Voici donc l’extrait de La Grâce, Tome II, Troisième Partie, que nous avons annoncé. La version originelle de cette partie a déjà été publiée le 28 novembre 2011 dans la rubrique La Grâce de l’Histoire, mais elle a été modifiée dans une mesure telle qu’in peut quasiment parler d’un texte nouveau, y compris avec des modifications de fond fondamentales.
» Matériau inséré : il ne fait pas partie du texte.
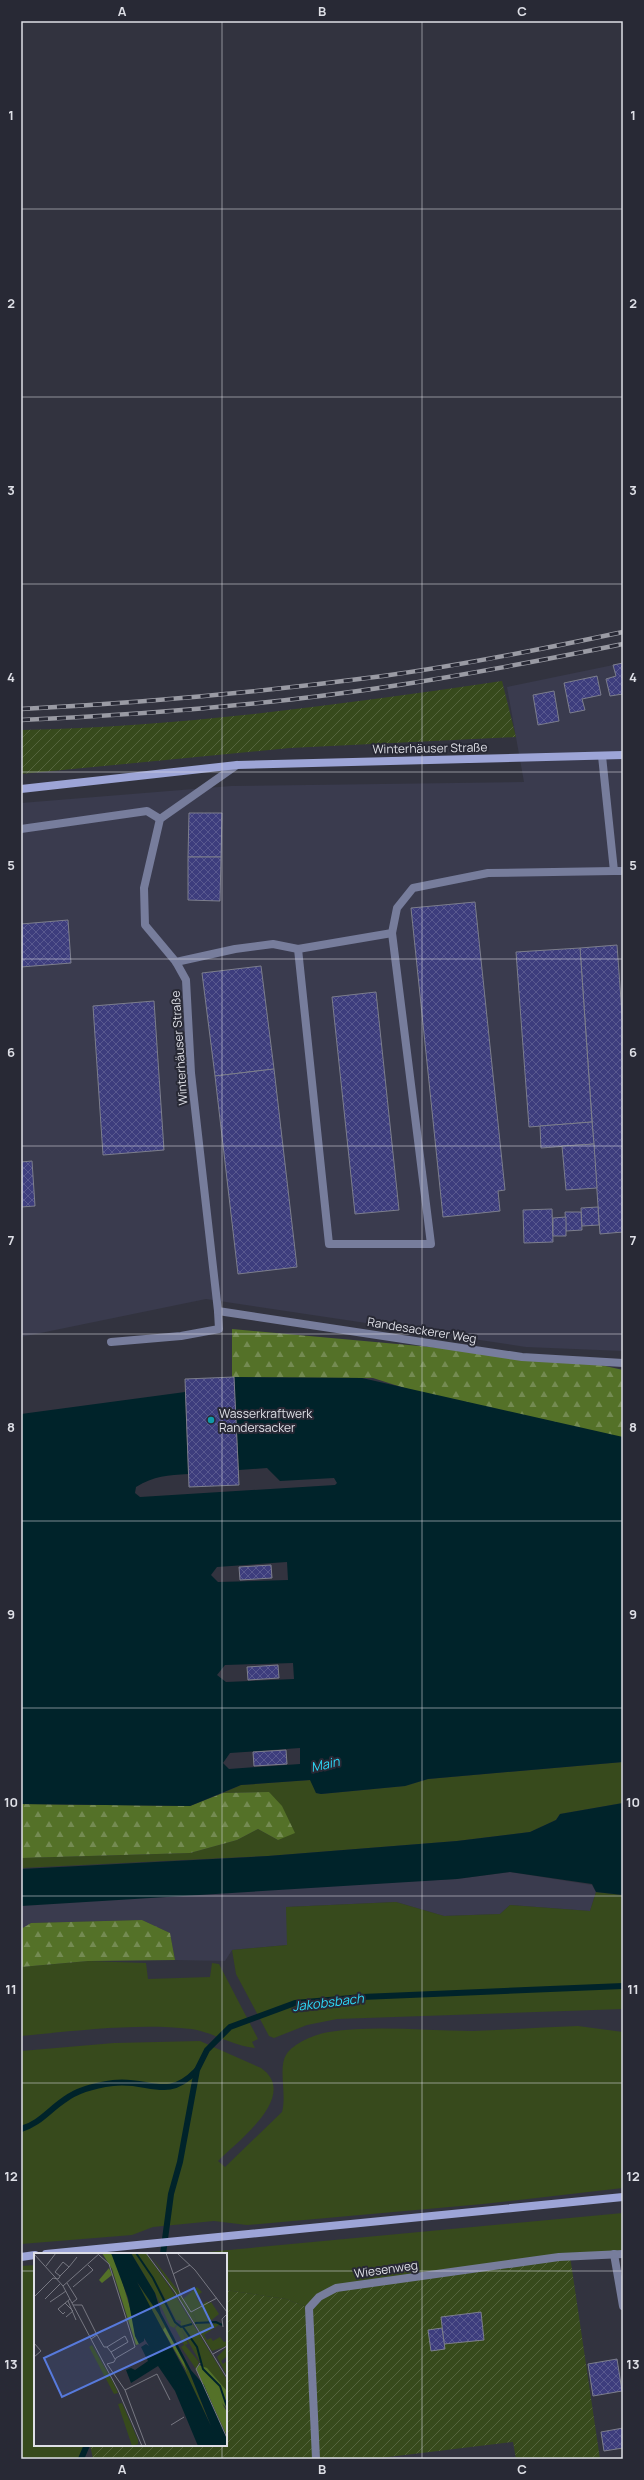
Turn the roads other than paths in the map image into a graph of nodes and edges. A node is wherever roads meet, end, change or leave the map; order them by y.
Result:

Extrait de La Grâce, Tome II, Troisième Partie

« Nous n’avons parlé que de contraintes, auxquelles s’ajoutent les effets des premières techniques et technologies de la communication qui se développent, qui, elles aussi, s’engouffrent dans la perspective moderniste… Imaginez, dans ces conditions, dans toutes ces conditions minutieusement pesées et ajoutées les unes aux autres, la fatigue de la psychologie, des psychologies individuelles et, d’une façon générale, de la psychologie collective qu’on a identifiée plus haut ; mesurez l’état de fatigue où les psychologies se retrouvent toutes, dans un tel parcours de pressions et de contraintes, pour assurer et valider comme étant la nouvelle Vérité du monde ce retournement complet de la perception qui va alimenter les esprits et, bientôt, inspirer les plus hautes intelligences. Il s’agit d’un processus qui, à force d’être évident, devient presque naturel, et tout aussi naturellement dissimulé par le précieux secours de l’absence de conscience de la chose. (Il est singulièrement difficile, lorsqu’on se trouve placé, par la situation sociale, dans le cours de changements et de progrès dont on ne peut faire autrement qu’en user, et souvent à son propre avantage, de réussir à en distinguer la perversion pour en dénoncer l’esprit. Il n’est pas aisé, lorsque votre psychologie subit effectivement les effets d’une telle fatigue, d’observer cette évidence que la “vérité” ne peut être “nouvelle” ni celle “du monde nouveau”, qu’elle est et que cela suffit, qu’on pourrait tout au plus la nommer “vérité du monde”, qu’elle était déjà avant qu’on affirmât que son contraire était devenu “la nouvelle Vérité du monde”, qu’il y a par conséquent dans cette affirmation tous les indices de la subversion comme acte du Mal, puis de l’inversion qui s’ensuit.)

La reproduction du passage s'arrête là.